What you did will at the best give you a friendly remark not to do that (as did @avidjaar). At the worst people will simply stop reading your post at that point and go for another, more rewarding thread (or just for a beer).

Yes, I get your point.

@JM:

Some things to check – <https://doc.opensuse.org/documentation/leap/reference/html/book-reference/cha-network.html#sec-network-router> –

You may, also, have to take a look at the Firewall configuration – <https://doc.opensuse.org/documentation/leap/security/html/book-security/cha-security-firewall.html#>.

So you have two interfaces in two different networks.

staticlx153:~ # cat /proc/sys/net/ipv4/ip_forward
1

Is that really all I should get?

Yes

does that mean that forwarding is enabled despite not setting it enabled with Yast?

Correct. All that YaST does is dropping file in /etc/sysctl.d. If YaST says “routing not enabled” it just means corresponding sysctl file is not present; but any program can change sysctl later and anyone can drop another file in /etc/syctl.d that overrides YaST settings.

/proc/sys/net/ipv4/conf/eth0_LAN/forwarding:**1**
/proc/sys/net/ipv4/conf/eth1_WW/forwarding:**0**

So packets coming from your LAN where your Windows server is located will be forwarded.

Do you use firewalld? Is it active?

dcurtisfra:
Thanks for pointing information sources, had a look at those. I need to have a closer look…

arvidjaar:
Yes, two, thinking: that way I will have no problems keeping them separate.

About /etc/sysctl.d:
The directory contains a file “70-yast.conf”, with content:

net.ipv4.ip_forward = 0
net.ipv6.conf.all.forwarding = 0
net.ipv6.conf.all.disable_ipv6 = 1

-which looks to me like what I wanted to get (no forwarding, no IPv6)
But that’s it, nothing else, no 50-*.conf files as I’ve seen before.
Is it that the directory /etc/sysctl.d/ is not used anymore but Yast is not aware of that and happily writes there thinking someone will read them?

The Security and Hardening Guide dcurtisfra mentiones says in “25.2 Masquerading basics”:
“However, the router must be configured before it can forward such packets. For security reasons, this is not enabled in a default installation. To enable it, add the line net.ipv4.ip_forward = 1 in the file /etc/sysctl.conf.
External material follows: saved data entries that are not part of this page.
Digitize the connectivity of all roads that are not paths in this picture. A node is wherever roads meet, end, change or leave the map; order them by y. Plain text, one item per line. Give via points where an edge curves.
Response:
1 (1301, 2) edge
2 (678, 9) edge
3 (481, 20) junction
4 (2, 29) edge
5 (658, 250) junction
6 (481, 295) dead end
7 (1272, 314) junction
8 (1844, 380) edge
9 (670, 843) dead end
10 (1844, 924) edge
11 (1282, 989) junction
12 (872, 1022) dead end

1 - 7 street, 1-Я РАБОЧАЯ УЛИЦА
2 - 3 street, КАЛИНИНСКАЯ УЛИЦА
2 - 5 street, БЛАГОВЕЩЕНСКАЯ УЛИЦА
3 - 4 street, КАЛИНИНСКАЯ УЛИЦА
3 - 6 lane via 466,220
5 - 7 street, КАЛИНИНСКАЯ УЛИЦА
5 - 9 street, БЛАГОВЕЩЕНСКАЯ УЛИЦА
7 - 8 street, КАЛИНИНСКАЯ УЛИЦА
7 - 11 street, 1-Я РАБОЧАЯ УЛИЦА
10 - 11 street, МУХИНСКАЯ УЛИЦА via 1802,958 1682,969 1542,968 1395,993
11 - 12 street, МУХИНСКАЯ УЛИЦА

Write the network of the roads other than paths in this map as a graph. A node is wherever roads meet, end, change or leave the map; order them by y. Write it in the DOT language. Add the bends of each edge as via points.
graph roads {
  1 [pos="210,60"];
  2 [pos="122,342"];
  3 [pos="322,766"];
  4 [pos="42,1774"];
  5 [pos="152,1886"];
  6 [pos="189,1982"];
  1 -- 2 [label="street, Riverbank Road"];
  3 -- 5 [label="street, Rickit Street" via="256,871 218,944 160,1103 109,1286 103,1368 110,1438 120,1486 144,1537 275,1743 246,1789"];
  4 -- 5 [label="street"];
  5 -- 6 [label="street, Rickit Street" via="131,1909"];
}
Alternatively do this via YaST, for example by calling yast routing ip-forwarding on.”
I think I tried to do the opposite of this using Yast, failing.
The file /etc/sysctl.conf reads:

####
#
# /etc/sysctl.conf is meant for local sysctl settings
#
# sysctl reads settings from the following locations:
#   /boot/sysctl.conf-<kernelversion>
#   /lib/sysctl.d/*.conf
#   /usr/lib/sysctl.d/*.conf
#   /usr/local/lib/sysctl.d/*.conf
#   /etc/sysctl.d/*.conf
#   /run/sysctl.d/*.conf
#   /etc/sysctl.conf
#
# To disable or override a distribution provided file just place a
# file with the same name in /etc/sysctl.d/
#
# See sysctl.conf(5), sysctl.d(5) and sysctl(8) for more information
#
####

-i.e. empty from the system’s point of view. But as it mentions “/etc/sysctl.d/*.conf”, one might think that the file “70-yast.conf” would be read(?).
Should I add a line net.ipv4.ip_forward = 0 in the file /etc/sysctl.conf?

About firewalld
Yast2 - services manager says:

* firewalld.service - firewalld - dynamic firewall daemon
     Loaded: loaded (/usr/lib/systemd/system/firewalld.service; enabled; vendor preset: disabled)
     Active: active (running) since Fri 2021-09-17 04:38:40 EEST; 5h 51min ago
       Docs: man:firewalld(1)
   Main PID: 1154 (firewalld)
      Tasks: 2 (limit: 4915)
     CGroup: /system.slice/firewalld.service
             `-1154 /usr/bin/python3 /usr/sbin/firewalld --nofork --nopid

From the above I guess it is active (if Yast is to be trusted).
So far, I have configured firewall with Yast. The Security and Hardening Guide, in 25.4 firewalld mentions firewall-config. I installed it and had a glimpse, need to dig it further to get some idea of it.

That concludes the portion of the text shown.